July 11, 2012
The Romance of Worn Surfaces
How much of our response to the textures of old surfaces is colored by sentimentality, an excessive longing for the past, or is something else part of it? To me, these patches of rust randomly scattered across paled red and orange paint are beautiful.
Beautiful too, is wrought iron on weathered wood, a more appealing subject. Am I, are we, able to separate a purely visual response from all the feelings old things call up: a sense of loss, thoughts of the people who used these objects and left their imprint on them?
Perhaps there is less sentiment involved when looking at objects not ordinarily thought beautiful; but then again, the aged surfaces, the variation of colors and textures can transform the ordinary into something extraordinary.
Words and letters are subsumed into the general surface, becoming ghostly.
Subtle shifts of warm rusted colors react richly with the cool blue and green of more freshly painted areas.

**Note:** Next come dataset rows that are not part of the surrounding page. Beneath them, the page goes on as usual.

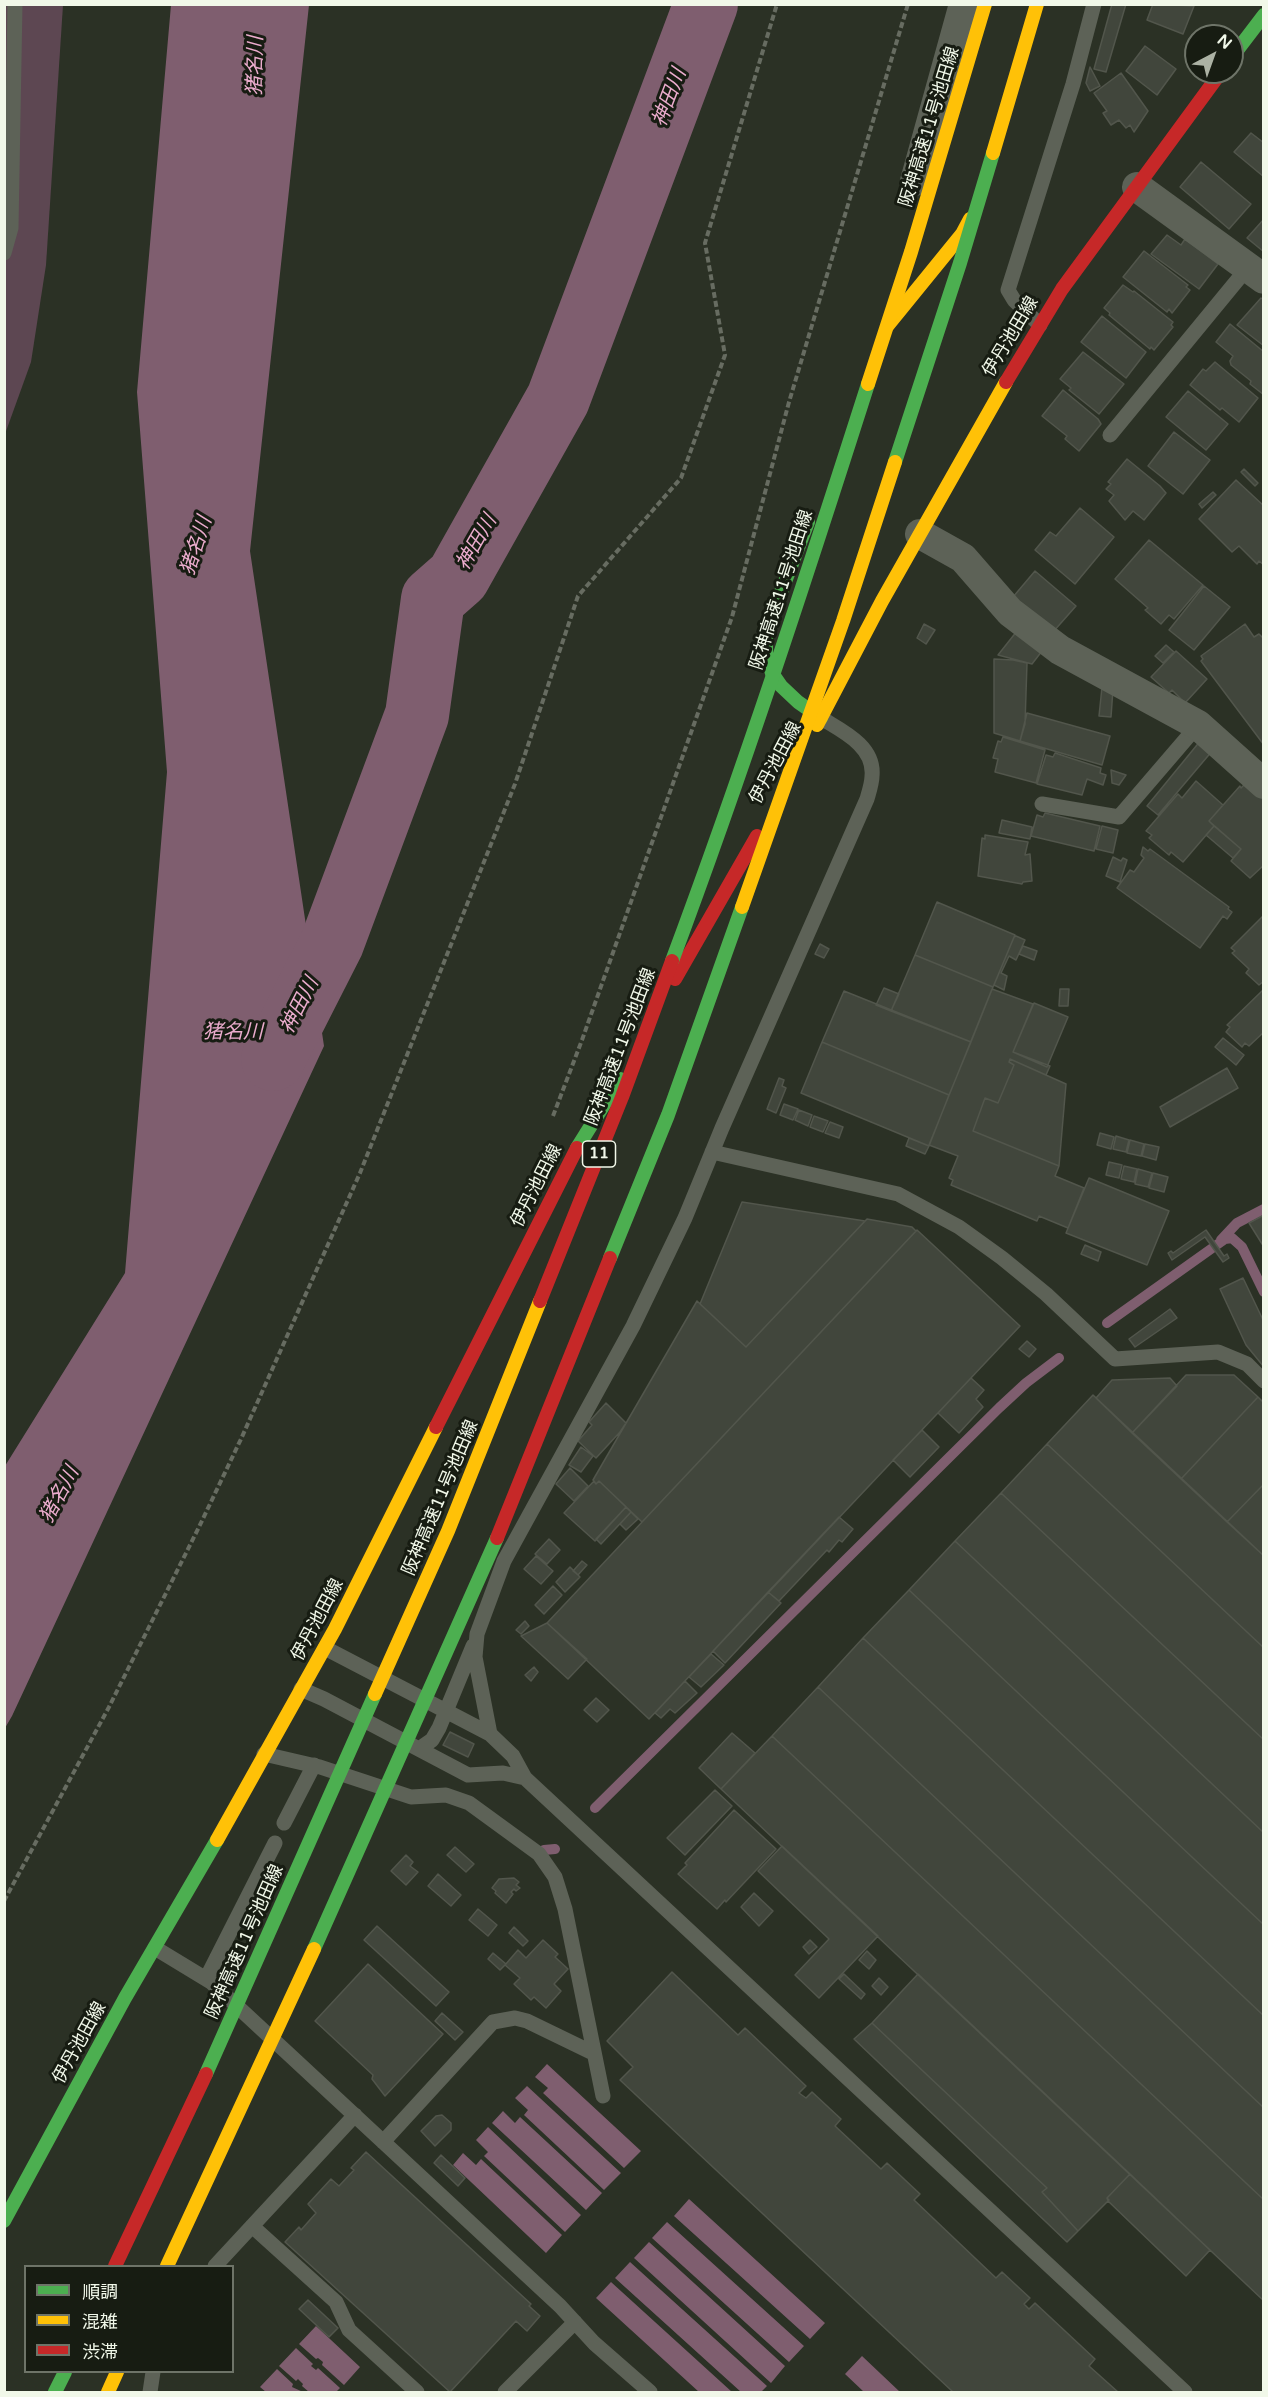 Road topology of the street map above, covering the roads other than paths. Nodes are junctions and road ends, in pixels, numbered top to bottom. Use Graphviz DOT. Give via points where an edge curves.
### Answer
graph roads {
  1 [pos="15,4"];
  2 [pos="964,4"];
  3 [pos="985,4"];
  4 [pos="1037,4"];
  5 [pos="1042,4"];
  6 [pos="1094,4"];
  7 [pos="1263,15"];
  8 [pos="1244,41"];
  9 [pos="1212,84"];
  10 [pos="1137,187"];
  11 [pos="8,226"];
  12 [pos="4,253"];
  13 [pos="1256,273"];
  14 [pos="1040,325"];
  15 [pos="855,382"];
  16 [pos="1110,435"];
  17 [pos="920,534"];
  18 [pos="820,718"];
  19 [pos="1198,725"];
  20 [pos="1263,784"];
  21 [pos="1042,804"];
  22 [pos="712,1152"];
  23 [pos="1263,1381"];
  24 [pos="477,1634"];
  25 [pos="325,1648"];
  26 [pos="301,1689"];
  27 [pos="446,1712"];
  28 [pos="490,1734"];
  29 [pos="419,1749"];
  30 [pos="264,1754"];
  31 [pos="314,1765"];
  32 [pos="525,1778"];
  33 [pos="284,1823"];
  34 [pos="275,1843"];
  35 [pos="154,1948"];
  36 [pos="206,1979"];
  37 [pos="593,2053"];
  38 [pos="603,2096"];
  39 [pos="355,2115"];
  40 [pos="383,2142"];
  41 [pos="4,2222"];
  42 [pos="252,2226"];
  43 [pos="114,2265"];
  44 [pos="167,2265"];
  45 [pos="216,2265"];
  46 [pos="575,2322"];
  47 [pos="64,2373"];
  48 [pos="117,2373"];
  49 [pos="153,2373"];
  50 [pos="55,2392"];
  51 [pos="108,2392"];
  52 [pos="150,2392"];
  53 [pos="417,2392"];
  54 [pos="505,2392"];
  55 [pos="650,2392"];
  56 [pos="1185,2392"];
  1 -- 11 [label="lane"];
  2 -- 15 [label="street"];
  3 -- 43 [label="main road, 阪神高速11号池田線 / 11, bridge" via="911,252 797,605 706,870 622,1097 448,1531 215,2055"];
  4 -- 44 [label="main road, bridge" via="960,263 843,621 668,1115 488,1561 277,2033"];
  5 -- 15 [label="main road" via="972,216 962,234 883,332"];
  6 -- 14 [label="lane" via="1008,290"];
  7 -- 8 [label="main road"];
  9 -- 10 [label="main road, 伊丹池田線"];
  10 -- 13 [label="street"];
  10 -- 14 [label="main road, 伊丹池田線"];
  11 -- 12 [label="lane"];
  13 -- 16 [label="lane"];
  14 -- 17 [label="main road, 伊丹池田線"];
  15 -- 18 [label="main road" via="766,636 766,656 772,673 798,702"];
  17 -- 18 [label="main road, 伊丹池田線"];
  17 -- 19 [label="street" via="963,558 1010,612 1060,650"];
  18 -- 22 [label="lane" via="853,737 867,753 873,773 867,799"];
  18 -- 25 [label="main road, 伊丹池田線" via="735,876 554,1190"];
  19 -- 20 [label="street"];
  19 -- 21 [label="lane" via="1119,817"];
  22 -- 23 [label="lane" via="898,1194 959,1227 1002,1258 1115,1359 1218,1352 1246,1364"];
  22 -- 24 [label="lane" via="633,1326 504,1561"];
  24 -- 27 [label="lane"];
  24 -- 28 [label="lane" via="475,1657"];
  25 -- 26 [label="main road, 伊丹池田線"];
  25 -- 27 [label="lane"];
  26 -- 29 [label="lane"];
  26 -- 30 [label="main road, 伊丹池田線"];
  27 -- 28 [label="lane"];
  27 -- 29 [label="lane" via="432,1740"];
  28 -- 32 [label="lane" via="513,1756"];
  29 -- 32 [label="lane" via="468,1775 502,1773"];
  30 -- 31 [label="lane"];
  30 -- 35 [label="main road, 伊丹池田線"];
  31 -- 33 [label="lane"];
  31 -- 37 [label="lane" via="411,1797 446,1796 469,1803 538,1854 555,1877 565,1909"];
  32 -- 56 [label="lane"];
  34 -- 36 [label="lane"];
  35 -- 36 [label="lane"];
  35 -- 41 [label="main road, 伊丹池田線"];
  36 -- 39 [label="lane"];
  37 -- 38 [label="lane"];
  37 -- 40 [label="lane" via="527,2021 515,2018 494,2022"];
  39 -- 40 [label="lane"];
  39 -- 42 [label="lane"];
  40 -- 46 [label="lane"];
  42 -- 45 [label="lane"];
  42 -- 53 [label="lane" via="336,2302 349,2330"];
  46 -- 54 [label="lane"];
  46 -- 55 [label="lane"];
  47 -- 50 [label="main road"];
  48 -- 51 [label="main road"];
  49 -- 52 [label="lane"];
}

To be honest, I can't quite tease out my own feelings about this. The reds wandering across the cool metal touched with rust, alongside the incredible intensity of the mottled orange, give me joy in color and in tactility. When I go out looking for painting motifs, I am usually repelled by the reflections of shiny new farm machines, which seem cold and hard, so I look only at older machines. I think of myself as responding purely visually, but perhaps there is also the sense of life lived and worked, a feeling of history that is embedded in old things that adds to their meaning; maybe that feeling is not sentimental.